Avid readers will have seen a proposal to demolish the row of Upper Brook Street shops opposite Wilkinson’s in central Ipswich and replace them with a larger, single-shop unit.

Ipswich Star: A recent photograph of the Coach & HorsesA recent photograph of the Coach & Horses (Image: Archant)

The town centre is in need of change ? change of focus, change of uses and perhaps changes to the public realm ? but it would be unfortunate to lose listed buildings in the process, writes John Norman, of the Ipswich Society.

English Heritage has listed the older buildings on the east side of Upper Brook Street at Grade II; that is, they are of special historical interest. It would be even more unfortunate to lose these buildings to a major store that has difficulty finding and keeping a tenant. Most readers will know of the disaster that was the Greyfriars development, built in the mid 1960s. The shopping centre had great difficultly in finding an anchor store, although a Pricerite supermarket traded for a couple of years and Ipswich Market died a death in the early 1970s before being reborn on Tower Ramparts.

There has been a string of department stores in the Buttermarket centre, each struggling to find customers before eventually closing. Owen Owen, C&A, Allders, TJ Hughes... only TK Maxx has managed to survive for more than a couple of years. So what will be lost if the shops in Upper Brook Street are demolished?

On the corner with Tacket Street, the 1934 parade was built for GW Hales (Chemists). For a while it was occupied by Avis Cook, a well known Ipswich radio and television dealer, but more recently has been a charity shop.

Just into Upper Brook Street is Stop Press, the newsagent, and next door what was previously The Fox pub, which closed in May 1970 ? a former Tolly Cobbold house.

The building has seen a number of tenants since, most recently as a bookmakers ? all too prevalent hereabouts. The Fox enjoyed mixed fortunes as a drinking establishment and past copies of the EADT reveal adverts of potatoes for sale (direct from Cumbria), fine wines from London at discount prices and the landlord before the magistrates for selling beer after hours. Next door is a much earlier building. Number 41-43 was the former Coach and Horses Inn, a coaching house that was the staging post for Old Blue, a stagecoach service from Gracechurch Street in London, running through to Saxmundham and Beccles.
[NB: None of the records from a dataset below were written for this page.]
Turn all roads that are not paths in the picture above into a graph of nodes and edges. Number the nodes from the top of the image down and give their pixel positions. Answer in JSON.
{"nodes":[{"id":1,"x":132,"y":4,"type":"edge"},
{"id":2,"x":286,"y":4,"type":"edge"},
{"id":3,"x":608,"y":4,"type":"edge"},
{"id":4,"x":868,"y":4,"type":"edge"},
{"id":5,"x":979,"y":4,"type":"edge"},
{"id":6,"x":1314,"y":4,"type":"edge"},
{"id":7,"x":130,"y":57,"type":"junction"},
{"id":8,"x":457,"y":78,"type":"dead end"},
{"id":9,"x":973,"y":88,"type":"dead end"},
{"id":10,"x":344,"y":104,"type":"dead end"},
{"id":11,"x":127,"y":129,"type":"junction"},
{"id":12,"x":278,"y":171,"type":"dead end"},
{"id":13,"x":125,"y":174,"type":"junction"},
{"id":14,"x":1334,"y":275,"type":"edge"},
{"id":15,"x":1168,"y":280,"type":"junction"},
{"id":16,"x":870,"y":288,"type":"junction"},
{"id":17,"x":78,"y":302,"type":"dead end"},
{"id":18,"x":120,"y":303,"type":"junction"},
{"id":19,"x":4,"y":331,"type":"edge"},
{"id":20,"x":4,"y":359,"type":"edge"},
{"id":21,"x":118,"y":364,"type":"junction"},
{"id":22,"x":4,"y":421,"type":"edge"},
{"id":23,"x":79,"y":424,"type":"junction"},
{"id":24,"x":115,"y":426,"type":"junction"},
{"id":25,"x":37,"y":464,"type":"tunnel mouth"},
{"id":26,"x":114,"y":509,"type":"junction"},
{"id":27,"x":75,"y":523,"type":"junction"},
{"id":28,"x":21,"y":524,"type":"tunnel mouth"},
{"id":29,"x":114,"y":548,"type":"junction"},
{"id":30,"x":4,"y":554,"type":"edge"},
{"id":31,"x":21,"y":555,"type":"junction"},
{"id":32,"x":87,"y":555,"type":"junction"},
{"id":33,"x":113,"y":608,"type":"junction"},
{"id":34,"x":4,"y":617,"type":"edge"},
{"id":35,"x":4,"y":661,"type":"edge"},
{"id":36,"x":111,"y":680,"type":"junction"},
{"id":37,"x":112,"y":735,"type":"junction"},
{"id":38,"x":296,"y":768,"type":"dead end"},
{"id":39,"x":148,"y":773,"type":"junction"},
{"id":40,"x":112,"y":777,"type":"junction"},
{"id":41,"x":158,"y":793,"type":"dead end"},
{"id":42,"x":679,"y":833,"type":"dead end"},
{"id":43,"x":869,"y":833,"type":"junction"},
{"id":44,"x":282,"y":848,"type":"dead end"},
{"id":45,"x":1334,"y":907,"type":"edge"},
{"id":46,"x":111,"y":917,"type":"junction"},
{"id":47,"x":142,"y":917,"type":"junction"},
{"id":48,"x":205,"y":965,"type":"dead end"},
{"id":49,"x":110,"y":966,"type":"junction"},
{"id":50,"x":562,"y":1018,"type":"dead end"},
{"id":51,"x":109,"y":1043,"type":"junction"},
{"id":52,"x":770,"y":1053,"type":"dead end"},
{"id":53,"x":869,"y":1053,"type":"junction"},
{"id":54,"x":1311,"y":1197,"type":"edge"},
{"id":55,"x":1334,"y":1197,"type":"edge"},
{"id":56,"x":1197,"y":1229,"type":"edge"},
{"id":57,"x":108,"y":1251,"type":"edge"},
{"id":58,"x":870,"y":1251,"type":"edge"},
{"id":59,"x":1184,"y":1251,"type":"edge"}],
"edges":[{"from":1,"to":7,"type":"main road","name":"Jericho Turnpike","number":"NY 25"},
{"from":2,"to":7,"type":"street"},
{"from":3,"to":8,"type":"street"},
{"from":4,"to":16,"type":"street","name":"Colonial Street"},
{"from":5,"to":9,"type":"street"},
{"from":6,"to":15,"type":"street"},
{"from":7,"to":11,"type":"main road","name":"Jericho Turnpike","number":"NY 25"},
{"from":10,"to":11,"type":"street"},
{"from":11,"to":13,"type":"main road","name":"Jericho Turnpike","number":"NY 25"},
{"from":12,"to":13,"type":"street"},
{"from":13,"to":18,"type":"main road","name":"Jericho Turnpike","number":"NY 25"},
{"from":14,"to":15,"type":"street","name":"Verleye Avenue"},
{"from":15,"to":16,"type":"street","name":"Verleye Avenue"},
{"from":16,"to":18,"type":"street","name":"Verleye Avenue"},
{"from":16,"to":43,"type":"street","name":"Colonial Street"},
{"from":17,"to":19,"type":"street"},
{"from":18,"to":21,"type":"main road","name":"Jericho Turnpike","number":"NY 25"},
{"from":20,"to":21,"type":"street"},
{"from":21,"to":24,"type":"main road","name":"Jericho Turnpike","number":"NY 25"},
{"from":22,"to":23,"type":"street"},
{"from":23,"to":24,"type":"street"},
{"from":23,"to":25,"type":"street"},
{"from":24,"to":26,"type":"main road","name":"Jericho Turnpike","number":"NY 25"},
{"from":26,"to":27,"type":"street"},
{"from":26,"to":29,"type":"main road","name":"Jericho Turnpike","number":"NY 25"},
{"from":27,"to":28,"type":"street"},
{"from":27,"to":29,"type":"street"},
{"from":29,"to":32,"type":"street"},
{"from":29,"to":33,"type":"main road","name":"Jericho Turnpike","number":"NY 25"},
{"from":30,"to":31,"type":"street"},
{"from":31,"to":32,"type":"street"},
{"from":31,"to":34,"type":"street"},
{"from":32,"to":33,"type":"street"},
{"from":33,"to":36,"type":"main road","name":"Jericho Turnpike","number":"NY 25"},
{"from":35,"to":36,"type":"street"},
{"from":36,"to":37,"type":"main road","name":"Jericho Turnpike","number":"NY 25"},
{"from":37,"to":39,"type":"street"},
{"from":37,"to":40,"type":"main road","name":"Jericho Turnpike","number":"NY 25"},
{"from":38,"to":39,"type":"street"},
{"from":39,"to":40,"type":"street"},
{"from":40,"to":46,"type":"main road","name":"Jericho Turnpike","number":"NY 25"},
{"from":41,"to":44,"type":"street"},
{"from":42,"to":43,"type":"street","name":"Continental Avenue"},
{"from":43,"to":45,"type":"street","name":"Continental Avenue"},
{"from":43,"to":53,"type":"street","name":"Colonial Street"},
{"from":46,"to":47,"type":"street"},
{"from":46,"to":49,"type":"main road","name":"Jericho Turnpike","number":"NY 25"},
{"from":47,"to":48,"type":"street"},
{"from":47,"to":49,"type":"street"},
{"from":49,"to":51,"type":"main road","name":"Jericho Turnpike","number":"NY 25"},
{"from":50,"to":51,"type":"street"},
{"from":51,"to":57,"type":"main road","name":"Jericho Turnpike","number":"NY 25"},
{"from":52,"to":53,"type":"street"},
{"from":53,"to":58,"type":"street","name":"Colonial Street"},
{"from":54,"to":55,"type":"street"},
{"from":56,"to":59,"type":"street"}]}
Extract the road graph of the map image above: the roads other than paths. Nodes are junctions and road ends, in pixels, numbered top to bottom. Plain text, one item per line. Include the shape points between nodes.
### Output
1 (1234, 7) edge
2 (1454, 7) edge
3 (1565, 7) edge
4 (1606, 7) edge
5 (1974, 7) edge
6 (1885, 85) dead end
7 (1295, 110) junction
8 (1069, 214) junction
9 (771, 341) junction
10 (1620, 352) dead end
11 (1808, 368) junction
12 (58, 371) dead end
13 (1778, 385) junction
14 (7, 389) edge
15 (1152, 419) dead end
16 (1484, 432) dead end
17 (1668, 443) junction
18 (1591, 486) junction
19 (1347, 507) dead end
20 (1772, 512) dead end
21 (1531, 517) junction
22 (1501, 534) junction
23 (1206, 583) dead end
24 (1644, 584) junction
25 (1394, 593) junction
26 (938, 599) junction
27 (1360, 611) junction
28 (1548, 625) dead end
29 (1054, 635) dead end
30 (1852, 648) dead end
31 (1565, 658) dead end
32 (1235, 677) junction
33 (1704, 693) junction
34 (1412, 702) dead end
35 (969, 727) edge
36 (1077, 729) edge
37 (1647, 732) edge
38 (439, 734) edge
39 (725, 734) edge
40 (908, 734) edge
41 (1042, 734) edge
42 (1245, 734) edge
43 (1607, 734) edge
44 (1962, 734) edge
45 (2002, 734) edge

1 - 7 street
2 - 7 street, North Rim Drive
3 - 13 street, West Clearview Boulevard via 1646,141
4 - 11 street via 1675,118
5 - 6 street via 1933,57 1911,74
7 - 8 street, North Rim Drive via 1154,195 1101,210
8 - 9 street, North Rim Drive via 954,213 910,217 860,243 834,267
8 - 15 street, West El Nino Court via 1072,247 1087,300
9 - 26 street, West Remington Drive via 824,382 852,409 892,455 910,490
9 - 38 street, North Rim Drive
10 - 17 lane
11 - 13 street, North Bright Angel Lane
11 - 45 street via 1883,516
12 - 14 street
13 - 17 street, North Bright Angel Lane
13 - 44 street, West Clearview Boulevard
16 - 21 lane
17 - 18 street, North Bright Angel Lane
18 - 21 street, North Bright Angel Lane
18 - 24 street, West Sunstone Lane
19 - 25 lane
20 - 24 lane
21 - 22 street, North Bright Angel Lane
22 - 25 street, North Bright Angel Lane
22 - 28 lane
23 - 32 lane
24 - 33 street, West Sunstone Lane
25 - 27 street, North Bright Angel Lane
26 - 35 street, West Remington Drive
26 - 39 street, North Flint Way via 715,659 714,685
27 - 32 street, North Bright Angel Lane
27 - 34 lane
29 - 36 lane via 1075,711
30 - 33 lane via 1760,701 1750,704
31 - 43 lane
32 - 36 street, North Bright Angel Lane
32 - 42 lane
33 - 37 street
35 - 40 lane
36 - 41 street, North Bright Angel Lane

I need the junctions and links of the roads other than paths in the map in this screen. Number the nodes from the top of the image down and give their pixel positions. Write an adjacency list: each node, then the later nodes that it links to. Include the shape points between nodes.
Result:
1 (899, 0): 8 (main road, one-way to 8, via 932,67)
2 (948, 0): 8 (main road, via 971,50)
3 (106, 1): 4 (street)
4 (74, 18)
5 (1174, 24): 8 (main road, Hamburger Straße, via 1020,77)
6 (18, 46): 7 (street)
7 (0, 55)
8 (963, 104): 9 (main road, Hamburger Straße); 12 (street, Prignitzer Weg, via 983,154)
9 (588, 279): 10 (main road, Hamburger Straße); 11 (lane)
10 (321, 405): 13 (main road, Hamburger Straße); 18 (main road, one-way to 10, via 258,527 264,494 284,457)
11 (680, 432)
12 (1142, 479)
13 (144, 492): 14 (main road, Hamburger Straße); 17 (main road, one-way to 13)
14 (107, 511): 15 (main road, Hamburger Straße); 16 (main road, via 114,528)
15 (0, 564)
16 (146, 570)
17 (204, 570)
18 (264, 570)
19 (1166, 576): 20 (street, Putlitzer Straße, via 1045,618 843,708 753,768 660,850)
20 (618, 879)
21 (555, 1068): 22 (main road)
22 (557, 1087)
The Coach & Horses was probably built as a merchant’s house in the 17th century. By 1787 it was an inn and over the centuries a staging post (with excellent stabling), a commercial hotel and, when the railway killed the coach trade, a family hotel.

The building is currently used as two charity shops. In the foyer of the one used by the Salvation Army is a flight of stairs, together with other historical features from the inn (unfortunately not in their original location). Call in and take a look. The building was listed Grade II in 1951 and ceased trading as a public house in the late 1970s.

In the late eighteenth century George Frost, a well-regarded local artist, worked in the hotel as clerk to the coaching company and painted pictures of local street scenes, including the stable yard. A century later the hostelry was a favourite starting place for the local cycling club, hence the winged wheel plaque on the front elevation.

The passageway through to the car park was originally an entrance to the Steam Brewery, built for Charles Cunningham of Colchester in 1856, a facility that was purchased by the Tollemache brothers in 1888. Number 39 Upper Brook Street was the Steam Brewery Inn, known as the Brewery Tap, with the brewery offices upstairs. Unfortunately, this old and historic building has not had a user for some 30 years.

Next door the three-storey building (number 37), with an amusement arcade on the ground floor, was built in the early nineteenth century and is also listed. The other shops from this point north are newer and are not listed.

Nicholas Pevsner, in his otherwise excellent The Buildings of Suffolk, suggests that in Upper Brook Street “nothing calls for further notice…” The book has recently been updated by James Bettley, who at least notices the listed buildings.